(Stored items)
━━━
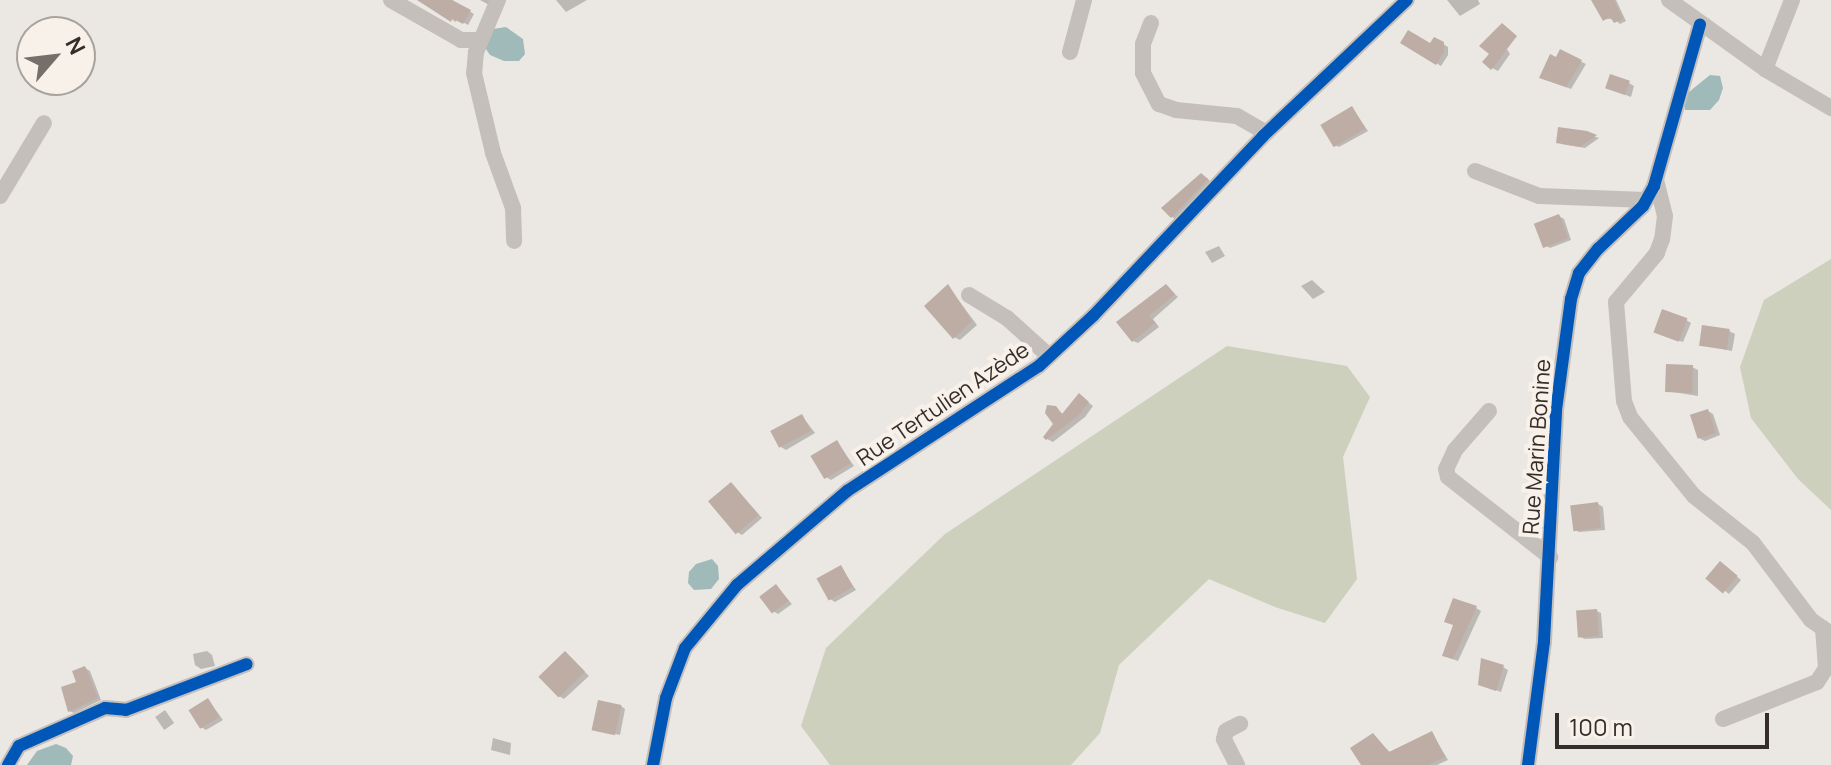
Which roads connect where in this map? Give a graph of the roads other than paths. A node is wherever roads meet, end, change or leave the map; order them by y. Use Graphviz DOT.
graph roads {
  1 [pos="391,0"];
  2 [pos="498,0"];
  3 [pos="1084,0"];
  4 [pos="1407,0"];
  5 [pos="1669,0"];
  6 [pos="1792,0"];
  7 [pos="1151,23"];
  8 [pos="1700,24"];
  9 [pos="480,40"];
  10 [pos="1070,52"];
  11 [pos="1765,69"];
  12 [pos="1831,108"];
  13 [pos="44,123"];
  14 [pos="1266,133"];
  15 [pos="1475,171"];
  16 [pos="1656,180"];
  17 [pos="0,196"];
  18 [pos="1646,200"];
  19 [pos="514,241"];
  20 [pos="969,295"];
  21 [pos="1049,356"];
  22 [pos="1489,411"];
  23 [pos="1550,557"];
  24 [pos="1827,631"];
  25 [pos="247,664"];
  26 [pos="1723,719"];
  27 [pos="1240,724"];
  28 [pos="8,765"];
  29 [pos="653,765"];
  30 [pos="1237,765"];
  31 [pos="1528,765"];
  1 -- 9 [label="street"];
  2 -- 9 [label="street"];
  3 -- 10 [label="street"];
  4 -- 14 [label="street, Rue Tertulien Azède"];
  5 -- 8 [label="street"];
  6 -- 11 [label="street"];
  7 -- 14 [label="street"];
  8 -- 11 [label="street"];
  8 -- 16 [label="street, Rue Marin Bonine"];
  9 -- 19 [label="street"];
  11 -- 12 [label="street"];
  13 -- 17 [label="street"];
  14 -- 21 [label="street, Rue Tertulien Azède"];
  15 -- 18 [label="street"];
  16 -- 18 [label="street, Rue Marin Bonine"];
  16 -- 24 [label="street"];
  18 -- 23 [label="street, Rue Marin Bonine"];
  20 -- 21 [label="street"];
  21 -- 29 [label="street, Rue Tertulien Azède"];
  22 -- 23 [label="street"];
  23 -- 31 [label="street, Rue Marin Bonine"];
  24 -- 26 [label="street"];
  25 -- 28 [label="street"];
  27 -- 30 [label="street"];
}
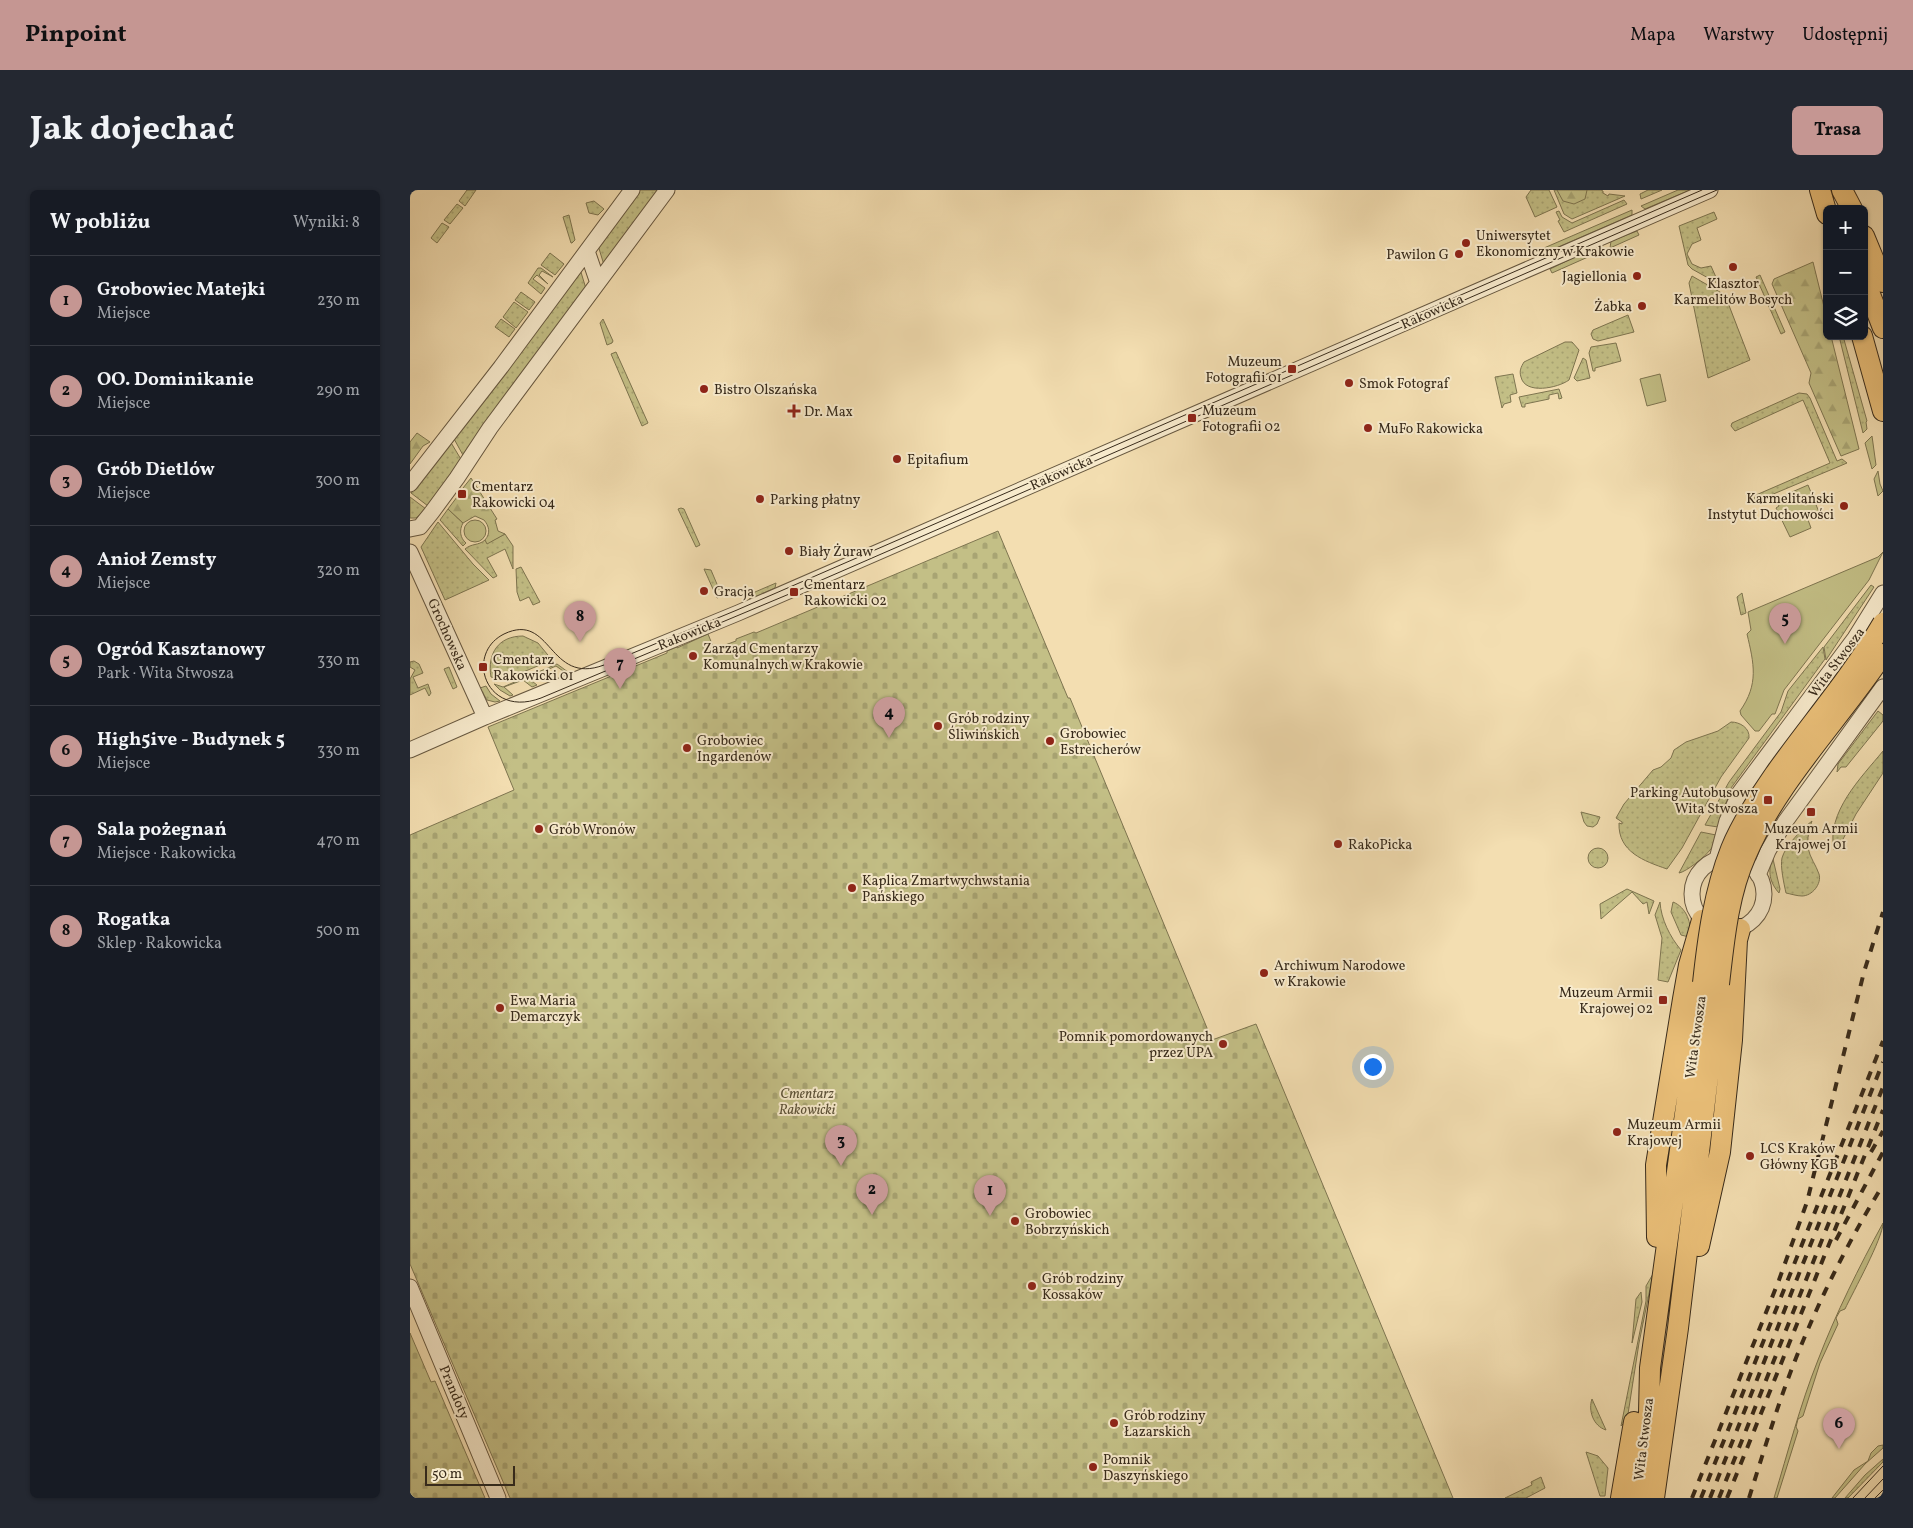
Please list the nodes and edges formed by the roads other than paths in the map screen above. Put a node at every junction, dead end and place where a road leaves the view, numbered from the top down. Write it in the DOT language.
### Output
graph roads {
  1 [pos="632,190"];
  2 [pos="667,190"];
  3 [pos="1710,190"];
  4 [pos="1820,190"];
  5 [pos="1824,205"];
  6 [pos="1829,205"];
  7 [pos="1868,227"];
  8 [pos="1868,246"];
  9 [pos="1883,247"];
  10 [pos="587,251"];
  11 [pos="1883,282"];
  12 [pos="598,283"];
  13 [pos="1868,289"];
  14 [pos="1883,328"];
  15 [pos="1863,340"];
  16 [pos="1883,411"];
  17 [pos="410,484"];
  18 [pos="410,529"];
  19 [pos="410,552"];
  20 [pos="1883,593"];
  21 [pos="1883,623"];
  22 [pos="1883,654"];
  23 [pos="1883,687"];
  24 [pos="485,717"];
  25 [pos="410,750"];
  26 [pos="1717,860"];
  27 [pos="1758,875"];
  28 [pos="1702,920"];
  29 [pos="1740,929"];
  30 [pos="1710,983"];
  31 [pos="410,1287"];
  32 [pos="1660,1291"];
  33 [pos="1678,1328"];
  34 [pos="1650,1368"];
  35 [pos="498,1498"];
  36 [pos="1621,1498"];
  37 [pos="1636,1498"];
  38 [pos="1654,1498"];
  1 -- 10 [label="street"];
  2 -- 12 [label="street"];
  3 -- 24 [label="street, Rakowicka"];
  4 -- 5 [label="main road"];
  4 -- 6 [label="main road"];
  7 -- 9 [label="main road"];
  8 -- 11 [label="main road"];
  10 -- 12 [label="street"];
  10 -- 17 [label="street"];
  12 -- 18 [label="street"];
  13 -- 14 [label="main road"];
  15 -- 16 [label="main road"];
  19 -- 24 [label="street, Grochowska"];
  20 -- 26 [label="street, Wita Stwosza"];
  21 -- 30 [label="main road, Wita Stwosza, bridge"];
  22 -- 30 [label="main road, Wita Stwosza, bridge"];
  23 -- 27 [label="street"];
  24 -- 25 [label="street, Rakowicka"];
  26 -- 27 [label="street"];
  26 -- 28 [label="street"];
  27 -- 29 [label="street"];
  28 -- 29 [label="street"];
  28 -- 32 [label="main road"];
  29 -- 33 [label="main road"];
  30 -- 32 [label="main road, Wita Stwosza"];
  30 -- 33 [label="main road, Wita Stwosza"];
  31 -- 35 [label="street, Prandoty"];
  32 -- 34 [label="main road, Wita Stwosza"];
  33 -- 38 [label="main road, Wita Stwosza"];
  34 -- 36 [label="main road"];
  34 -- 37 [label="main road, Wita Stwosza"];
}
━━━
(WHAT IS BEING ASKED): Among the entries above, how many lines have the string "Marin" in them? Only the number should be given.

(RESULT OF THE EXERCISE): 4